Ausgeprägt sind auch Aufsätze rechtsradikaler CDU-Mitglieder in Zeitschriften und Büchern rechtsradikaler Verlage, so etwa im Verlagsimperium des rechtsextremen Grabert-Verlages. Ihre Themen sind dem Verfassungsschutz seit Jahren bekannt. Einer von ihnen ist der Geschichtsprofessor und CDU-Mann Prof. Dr.

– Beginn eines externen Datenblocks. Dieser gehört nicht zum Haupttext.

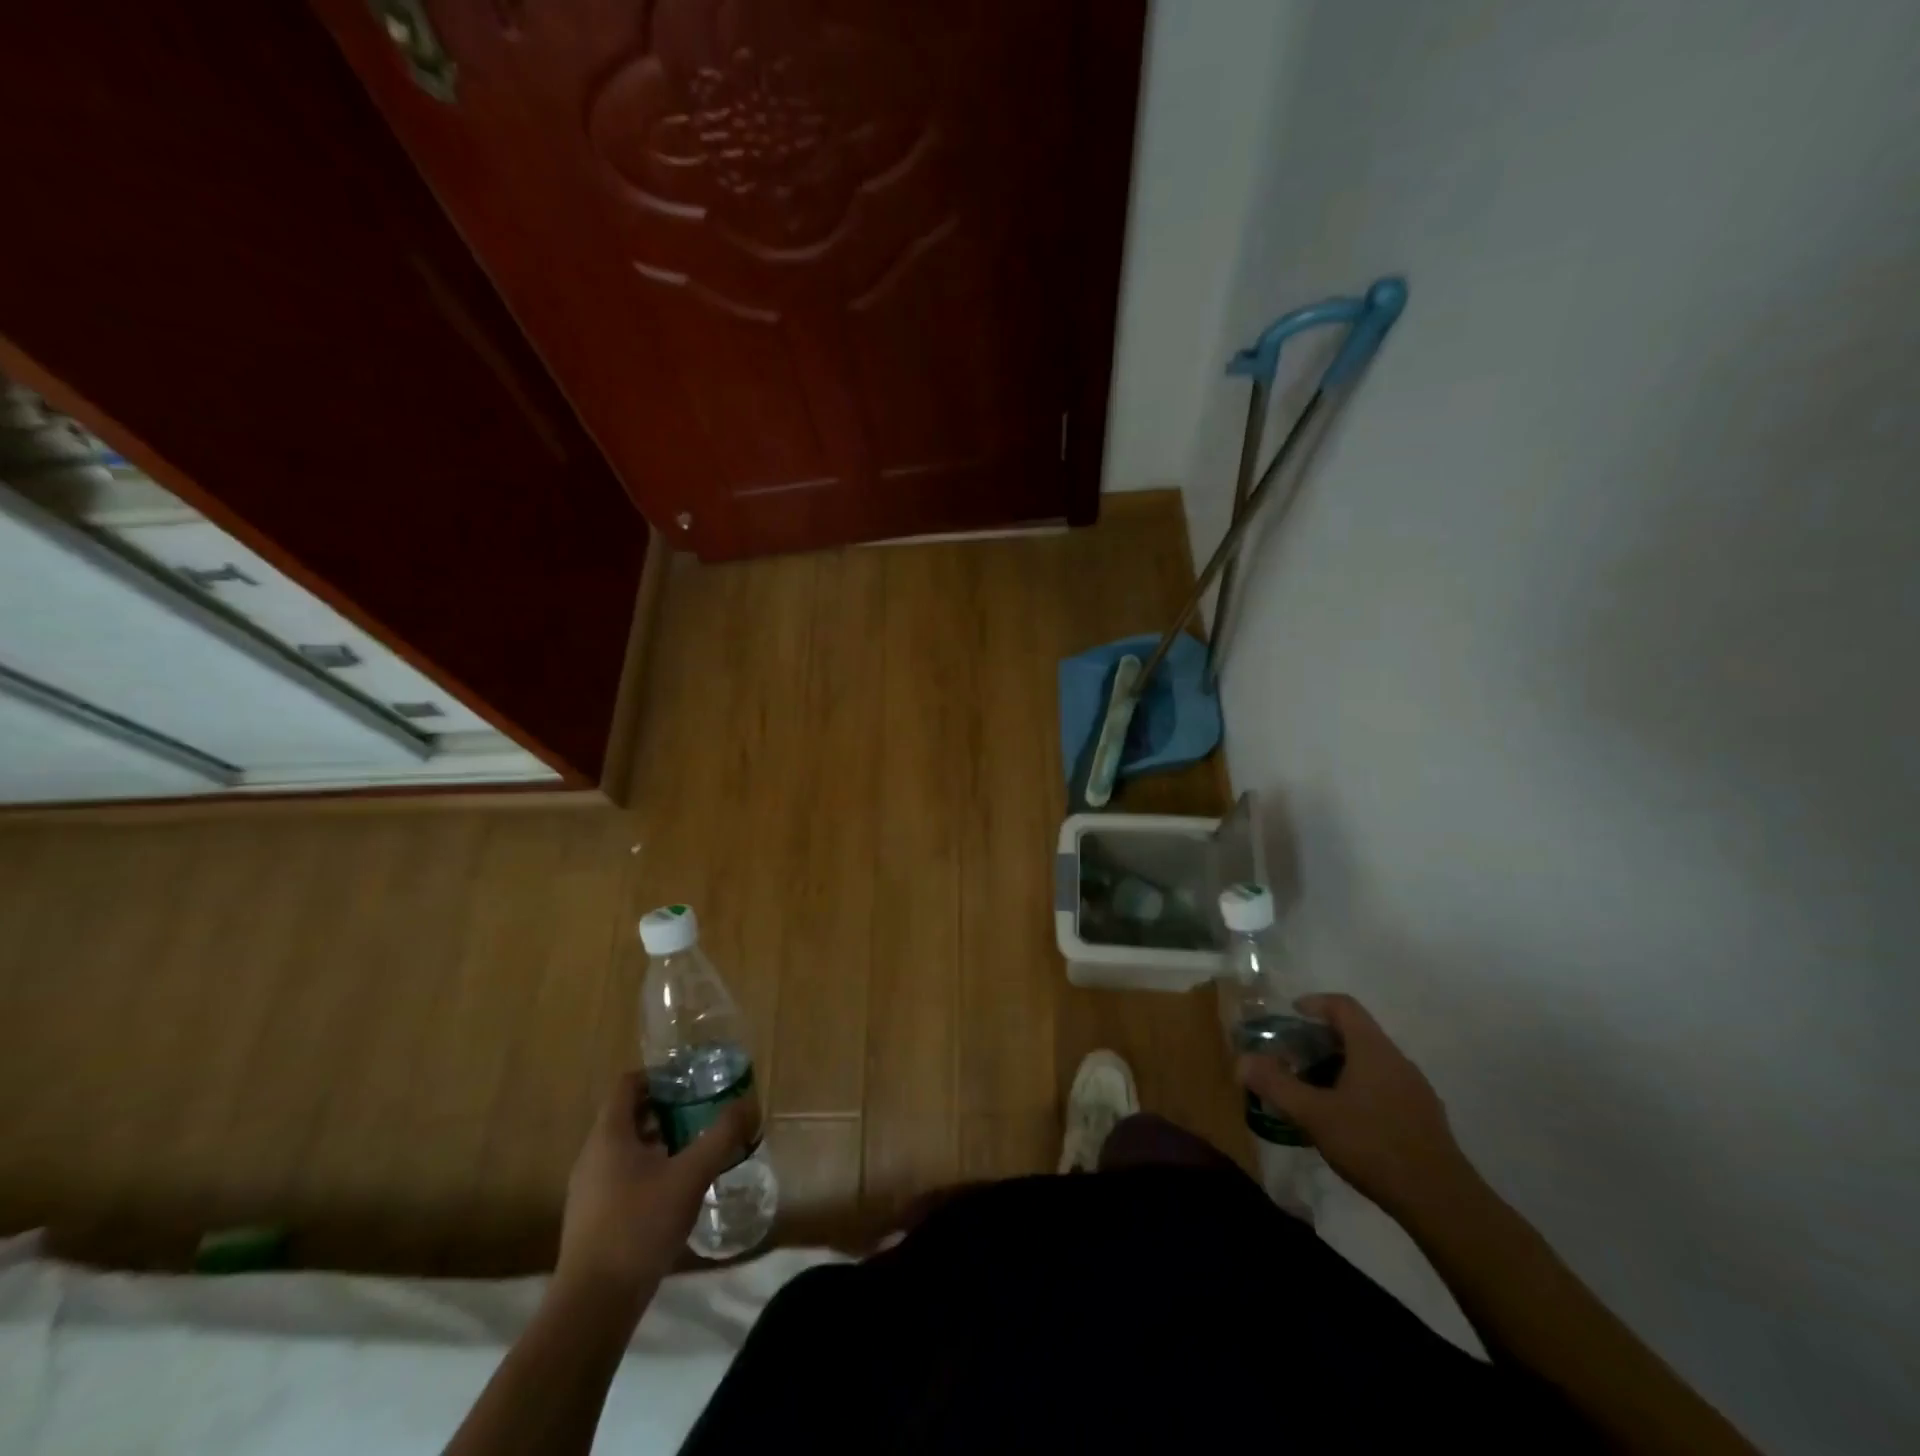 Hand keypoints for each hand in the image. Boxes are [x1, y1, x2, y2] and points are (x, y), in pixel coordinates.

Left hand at [555, 1071, 755, 1312]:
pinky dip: (648, 1169)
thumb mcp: (690, 1176)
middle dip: (666, 1108)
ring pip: (625, 1148)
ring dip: (659, 1140)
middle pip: (628, 1115)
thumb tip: (748, 1104)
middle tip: (702, 1110)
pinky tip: (676, 1189)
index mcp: (609, 1135)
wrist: (593, 1307)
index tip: (691, 1081)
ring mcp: (588, 1189)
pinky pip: (621, 1175)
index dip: (659, 1076)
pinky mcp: (592, 1218)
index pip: (628, 1084)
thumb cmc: (639, 1227)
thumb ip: (721, 1137)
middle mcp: (592, 1155)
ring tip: (695, 1147)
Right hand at [1238, 994, 1477, 1217]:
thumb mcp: (1314, 1115)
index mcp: (1373, 1049)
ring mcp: (1415, 1090)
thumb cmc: (1373, 1145)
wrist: (1442, 1203)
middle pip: (1356, 1033)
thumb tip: (1241, 1062)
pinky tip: (1345, 1122)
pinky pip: (1384, 1087)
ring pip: (1371, 1062)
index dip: (1315, 1003)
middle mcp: (1397, 1060)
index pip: (1343, 1006)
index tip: (1291, 1014)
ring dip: (1340, 1067)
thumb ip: (1276, 1085)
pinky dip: (1359, 1090)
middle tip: (1292, 1058)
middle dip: (1320, 1040)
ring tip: (1314, 1091)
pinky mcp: (1424, 1118)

Klaus Hornung, der oft und gern publiziert und ebenfalls Vorträge in rechtsextremen Vereinigungen hält.

Helmut Rannacher vom Verfassungsschutz Baden-Württemberg dazu: "Das Thema Holocaust, Auschwitz-Lüge spielt natürlich eine Rolle. Wir haben tendenziell auch in einer Reihe von Werken rassistische Tendenzen, die hier immer wieder zu verfolgen sind. Also die gesamte Palette rechten, rechtsextremen Gedankenguts kommt hier immer wieder hoch... Wir gehen schon davon aus, dass sich jemand, der in einem entsprechenden Verlag veröffentlicht, der einen entsprechenden Vortrag hält bei einer Organisation, die im Verfassungsschutzbericht erscheint, dass der sich im Klaren darüber ist, in welcher Gesellschaft er sich befindet."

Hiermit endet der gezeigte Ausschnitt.